There are few nutrition facts that have changed our world more so than the food pyramid.
The pyramid, known now as the food plate, was and still is pure genius.
Where else can the perfect agricultural power paradigm be played out?
One needs to look no further than Oprah Winfrey’s run in with the Beef industry in ’96 to see the power of Big Agriculture.
The beef industry was unsuccessful in its lawsuit against Oprah but it doesn’t matter.
Like the Wu- Tang Clan, they wanted to send a message that they ain’t nothin’ to f*** wit!
This isn’t new and is rooted several years before Oprah’s case.
It may surprise you to know public officials and government agencies are playing both sides of the coin.
On one hand, they want to protect he people.
On the other hand, they want to protect agricultural profits.
Can these agencies serve two masters?
They can, if they give the illusion everything is for the public’s interest.
Deception is essential to play the game of nutritional facts vs. nutritional fabrications.
Denise Minger’s book “Death By Food Pyramid” clearly untangles the web of deceit and puts it in plain view.
Light The Way
Luise Light, a nutritionist, was tasked with revising the basic four.
The basic four consisted of meat, dairy, grains and fruits and vegetables.
It was introduced in 1956 and was due for a change.
Light jumped at the chance to usher in new dietary guidelines.
She and her team of nutritional experts spent countless time reading studies and other reports.
The work they did culminated in finding a diet to cease illness.
This new fangled diet lessened the role of grains and dairy.
It also added saturated fats including olive oil.
Light was ecstatic and submitted her new food guide to the Secretary of Agriculture.
The guide she and her team labored over for months came back a mere shell of itself.
Grains and dairy came back with added servings.
Fats mysteriously disappeared.
Light questioned the changes but to no avail.
In her disgust, she ended up leaving the program.
Luise’s ordeal happened in the 80’s but ithe nfluencing nutritional facts came way before this time.
The Lowfat McGovernator
Senator George McGovern, fresh off a lost to Richard Nixon in the 1972 presidential election wanted to make a mark.
After seeing a starving child on television, he wanted to do something to end hunger.
His mission took a complete turn when instead of ending hunger he sought to completely change dietary guidelines.
He managed to accomplish all he set out to do.
By chance, McGovern met Nathan Pritikin an inventor turned dietitian.
Pritikin’s objective was to end to heart disease and other ailments.
This pursuit came from personal experience as he was diagnosed with heart disease and a cholesterol level of 300.
Subsequently, Pritikin adopted a low fat diet and reduced his cholesterol levels and heart disease risk.
His diet became famous and everyone wanted a piece of it including George McGovern.

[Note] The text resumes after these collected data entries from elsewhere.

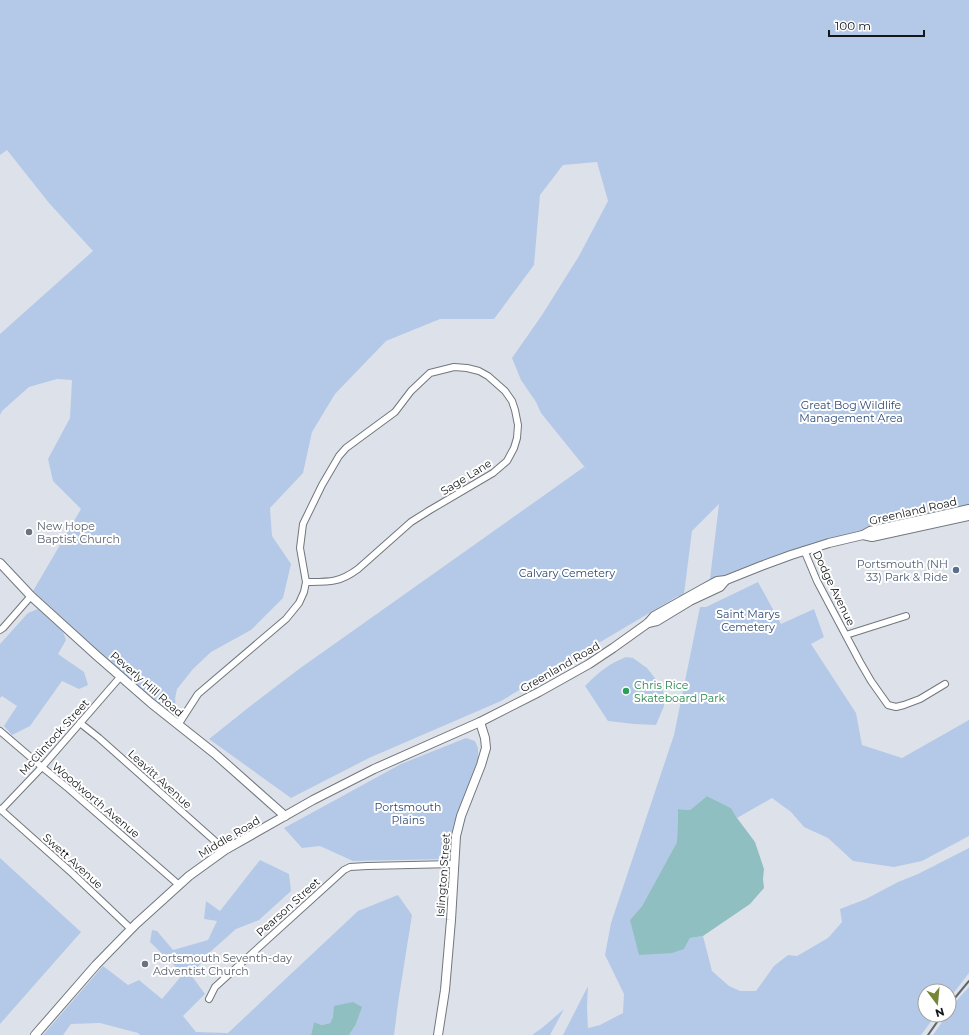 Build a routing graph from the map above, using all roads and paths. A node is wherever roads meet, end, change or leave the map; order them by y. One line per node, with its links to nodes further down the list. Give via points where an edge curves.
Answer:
1 (969, 509): 3 (main road, Greenland Road, via 870,531)
2 (969, 516): 3 (main road, Greenland Road, via 872,537)
3 (863, 535): 4 (main road, Greenland Road)
4 (804, 550): 10 (street, Dodge Avenue, via 817,581); 13 (main road, Greenland Road, via 726,580 717,581 562,680)
5 (0, 563): 7 (main road, Peverly Hill Road)
6 (306, 582): 6 (street, Sage Lane, via 300,548 303,524 322,486 346,448 395,412 411,391 430,373 454,367 479,371 505,392 512,401 518,425 514,448 507,461 493,473 412,522 350,575 329,582); 15 (street, Sage Lane, via 299,604 293,611 198,694)
7 (31, 596): 9 (street); 11 (main road, Peverly Hill Road)
8 (906, 616): 10 (street, Dodge Avenue)
9 (0, 630)
10 (846, 635): 12 (street, Dodge Avenue, via 871,681 888,705 904,705)
11 (121, 676): 14 (street, McClintock Street); 15 (main road, Peverly Hill Road)
12 (945, 684)
13 (480, 722): 19 (main road, Middle Road, via 374,769); 21 (main road, Islington Street, via 485,738 485,754 460,816)
14 (80, 724): 17 (street, McClintock Street); 20 (street, Leavitt Avenue)
15 (178, 725): 19 (main road, Peverly Hill Road)
16 (0, 731): 17 (street, Woodworth Avenue)
17 (42, 767): 18 (street, McClintock Street); 22 (street, Woodworth Avenue)
18 (0, 810): 23 (street, Swett Avenue)
19 (285, 816): 20 (main road, Middle Road)
20 (225, 850): 22 (main road, Middle Road)
21 (454, 864): 24 (street, Pearson Street, via 367,866 344,870 215,987); 26 (main road, Islington Street, via 445,990)
22 (179, 885): 23 (main road, Middle Road)
23 (131, 929): 25 (main road, Middle Road)
24 (209, 999)
25 (36, 1035)
26 (438, 1035) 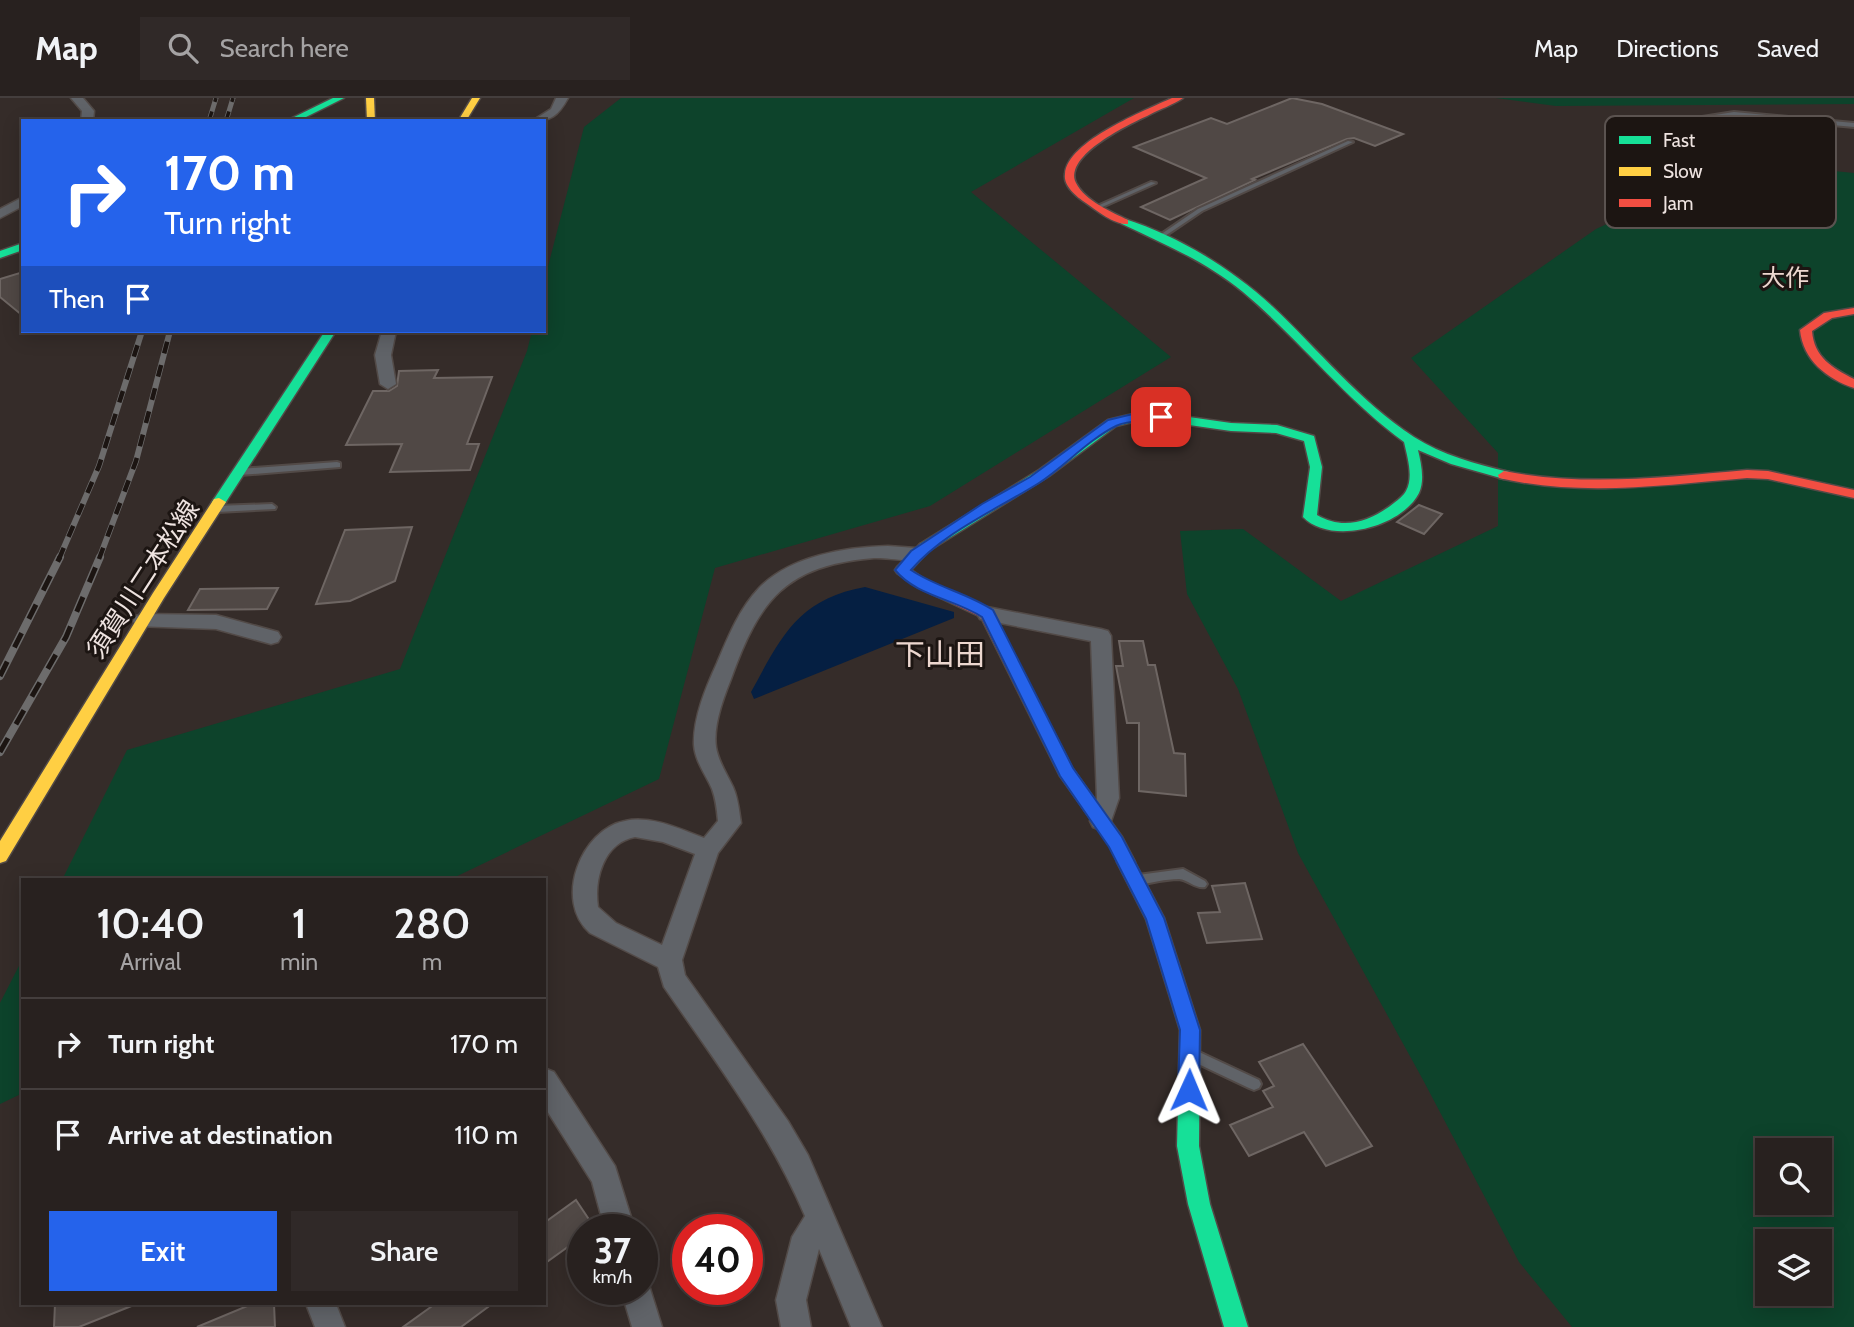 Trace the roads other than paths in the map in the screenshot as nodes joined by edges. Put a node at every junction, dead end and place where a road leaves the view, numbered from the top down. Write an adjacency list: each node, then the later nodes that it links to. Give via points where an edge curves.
1 (78, 98): 10 (street, via 88,111)
2 (364, 98): 7 (main road)
3 (370, 98): 13 (main road)
4 (476, 98): 14 (main road)
5 (562, 98): 15 (street, via 555,111)
6 (1179, 98): 21 (main road, via 1123,126 1076,157 1069,180 1077,194)
7 (339, 103): 11 (main road); 12 (main road)
8 (1718, 116): 9 (lane)
9 (1756, 116)
10 (87, 119)
11 (295, 119)
12 (319, 119)
13 (371, 119)
14 (463, 119)
15 (541, 119)
16 (1836, 123): 17 (lane)
17 (1854, 125)
18 (1350, 142): 24 (lane, via 1200,210)
19 (1153, 183): 21 (lane)
20 (21, 202): 22 (street)
21 (1098, 207): 24 (main road)
22 (0, 214)
23 (21, 233): 25 (main road)
24 (1160, 237): 33 (main road, via 1204,258 1245,288)
25 (0, 241)
26 (21, 247): 27 (main road)
27 (0, 255)
28 (1854, 311): 32 (main road, via 1823,316 1806,330 1804,338 1808,352 1819,363)
29 (329, 333): 35 (main road, 須賀川二本松線)
30 (388, 333): 31 (street, via 383,355)
31 (388, 384)
32 (1854, 384)
33 (1410, 439): 36 (main road, via 1495,473 1556,486 1746,474); 39 (main road, via 1418,478 1412,494 1383,516 1349,531 1334,531 1319,527 1310,517 1314,481 1310,439 1277,429 1161,417 1124,418)
34 (337, 465): 35 (lane)
35 (240, 472): 38 (main road, 須賀川二本松線)
36 (1854, 494)
37 (272, 507): 38 (lane)
38 (217, 509): 41 (main road, 須賀川二本松線)
39 (916, 554): 40 (main road, via 903,566 903,573 922,585 970,601); 44 (street, via 859,553 819,561 788,573 767,589 750,612 719,683 705,747 725,796 730,823)
40 (988, 614): 43 (main road, via 1066,772); 43 (street, via 1101,636 1108,798)
41 (143, 621): 42 (street, via 216,622); 45 (main road, 須賀川二本松線)
42 (271, 637)
43 (1101, 821): 46 (main road)
44 (708, 849): 48 (street); 48 (street, via 633,828 613,834 598,851 586,877 585,905 593,920)
45 (0, 856)
46 (1135, 880): 47 (lane, via 1183,874); 49 (main road, via 1155,918 1174,974 1190,1030)
47 (1201, 884)
48 (669, 960): 53 (street, via 673,979 778,1130)
49 (1189, 1054): 51 (lane); 56 (main road, via 1188,1146)
50 (546, 1084): 52 (street, via 605,1176)
51 (1254, 1084)
52 (616, 1214)
53 (821, 1220): 59 (street, via 807,1237 791,1300); 60 (street)
54 (321, 1305): 57 (street)
55 (640, 1305): 58 (street)
56 (1232, 1325)
57 (330, 1327)
58 (647, 1327)
59 (796, 1327)
60 (867, 1327)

McGovern found out his cholesterol level was 350 and journeyed to California to take part in Pritikin’s program.
The program was so successful, McGovern thought everyone should be on it.
McGovern then proceeded to demonize fats and thus another vote was cast for low fat diets.
Yet the deciding vote happened way before George casted his vote in the seventies,
Keys To Destruction
Ancel Keys had several degrees but his role as a researcher would make him famous.
Keys was the father of the Diet Heart Hypothesis.
Using only six countries, he graphed fat intake to each country’s heart disease rate.
The result showed a skyward curve.
What did this mean?
It meant the more fat intake a country had, the more heart disease it had.
Keys was confident in his hypothesis of saturated fat causing heart disease and wanted to promote it.
Although the diet heart hypothesis seemed correct it was perfectly flawed.
It didn’t take into other factors contributing to heart disease.
Scientists made valid points as to why the hypothesis was flawed but Keys didn’t care.
He pushed his theory until it became accepted,
Thus the skewing of nutritional facts was born and still ives on today.
It doesn’t take a genius to see how the food pyramid (food plate) and the american diet have been tainted.
For the most part, our nutritional choices have been influenced by bad science and monetary gain.
Would vegetable oils and statins (cholesterol lowering drugs) even exist if it wasn’t for bad science?
Furthermore, we would still be as sick as we are now with these so called scientific facts err fabrications?
Beliefs are thoughts we keep thinking or in some cases we keep seeing.
Some beliefs have been drilled into us through repetition.
Mainly repetition in through various media outlets.
Those beliefs aren’t always true though through repeating them they gain acceptance.
This is the case when lies masquerade as nutritional facts.
Now its your turn…what do you believe when it comes to dietary guidelines? What beliefs do you have that might not be serving you?